[Saved data entries]
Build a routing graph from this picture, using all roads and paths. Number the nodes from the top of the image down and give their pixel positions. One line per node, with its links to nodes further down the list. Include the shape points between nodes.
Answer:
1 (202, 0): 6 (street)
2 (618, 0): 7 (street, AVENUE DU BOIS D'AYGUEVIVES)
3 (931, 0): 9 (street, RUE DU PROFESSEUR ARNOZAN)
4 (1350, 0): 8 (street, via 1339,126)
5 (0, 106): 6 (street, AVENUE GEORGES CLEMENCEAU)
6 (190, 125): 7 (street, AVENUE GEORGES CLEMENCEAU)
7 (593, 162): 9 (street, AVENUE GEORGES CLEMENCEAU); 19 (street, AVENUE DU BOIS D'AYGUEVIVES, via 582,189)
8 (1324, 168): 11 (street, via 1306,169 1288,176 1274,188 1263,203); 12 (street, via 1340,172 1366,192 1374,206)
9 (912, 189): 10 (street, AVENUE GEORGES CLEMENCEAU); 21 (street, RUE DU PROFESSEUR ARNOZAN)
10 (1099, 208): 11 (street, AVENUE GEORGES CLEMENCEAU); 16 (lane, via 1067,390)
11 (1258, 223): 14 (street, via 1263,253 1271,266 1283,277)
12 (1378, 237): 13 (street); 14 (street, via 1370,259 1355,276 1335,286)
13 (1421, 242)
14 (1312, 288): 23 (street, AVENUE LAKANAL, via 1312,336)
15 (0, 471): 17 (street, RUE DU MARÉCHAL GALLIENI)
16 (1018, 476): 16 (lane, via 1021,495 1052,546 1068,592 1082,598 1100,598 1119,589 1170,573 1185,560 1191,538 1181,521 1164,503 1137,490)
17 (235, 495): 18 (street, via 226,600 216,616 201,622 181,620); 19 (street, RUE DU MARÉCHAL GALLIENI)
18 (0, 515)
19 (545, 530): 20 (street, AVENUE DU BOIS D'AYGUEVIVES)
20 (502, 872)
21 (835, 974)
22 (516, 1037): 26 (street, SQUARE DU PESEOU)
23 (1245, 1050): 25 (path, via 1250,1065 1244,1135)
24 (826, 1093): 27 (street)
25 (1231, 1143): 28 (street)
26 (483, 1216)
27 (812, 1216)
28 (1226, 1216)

→ What to do
Quote every record above exactly.

→ Response box
Build a routing graph from this picture, using all roads and paths. Number the nodes from the top of the image down and give their pixel positions. One line per node, with its links to nodes further down the list. Include the shape points between nodes.
Answer:
1 (202, 0): 6 (street)
2 (618, 0): 7 (street, AVENUE DU BOIS D'AYGUEVIVES)
3 (931, 0): 9 (street, RUE DU PROFESSEUR ARNOZAN)
4 (1350, 0): 8 (street, via 1339,126)
5 (0, 106): 6 (street, AVENUE GEORGES CLEMENCEAU)
6 (190, 125): 7 (street, AVENUE GEORGES CLEMENCEAU)
7 (593, 162): 9 (street, AVENUE GEORGES CLEMENCEAU); 19 (street, AVENUE DU BOIS D'AYGUEVIVES, via 582,189)
8 (1324, 168): 11 (street, via 1306,169 1288,176 1274,188 1263,203); 12 (street, via 1340,172 1366,192 1374,206)
9 (912, 189): 10 (street, AVENUE GEORGES CLEMENCEAU); 21 (street, RUE DU PROFESSEUR ARNOZAN)
10 (1099, 208): 11 (street, AVENUE GEORGES CLEMENCEAU); 16 (lane, via 1067,390)
11 (1258, 223): 14 (street, via 1263,253 1271,266 1283,277)
12 (1378, 237): 13 (street); 14 (street, via 1370,259 1355,276 1335,286)
13 (1421, 242)
14 (1312, 288): 23 (street, AVENUE LAKANAL, via 1312,336)
15 (0, 471): 17 (street, RUE DU MARÉCHAL GALLIENI)
16 (1018, 476): 16 (lane, via 1021,495 1052,546 1068,592 1082,598 1100,598 1119,589 1170,573 1185,560 1191,538 1181,521 1164,503 1137,490)
17 (235, 495): 18 (street, via 226,600 216,616 201,622 181,620); 19 (street, RUE DU MARÉCHAL GALLIENI)
18 (0, 515)
19 (545, 530): 20 (street, AVENUE DU BOIS D'AYGUEVIVES)
20 (502, 872)
21 (835, 974)
22 (516, 1037): 26 (street, SQUARE DU PESEOU)
23 (1245, 1050): 25 (path, via 1250,1065 1244,1135)
24 (826, 1093): 27 (street)
25 (1231, 1143): 28 (street)
26 (483, 1216)
27 (812, 1216)
28 (1226, 1216)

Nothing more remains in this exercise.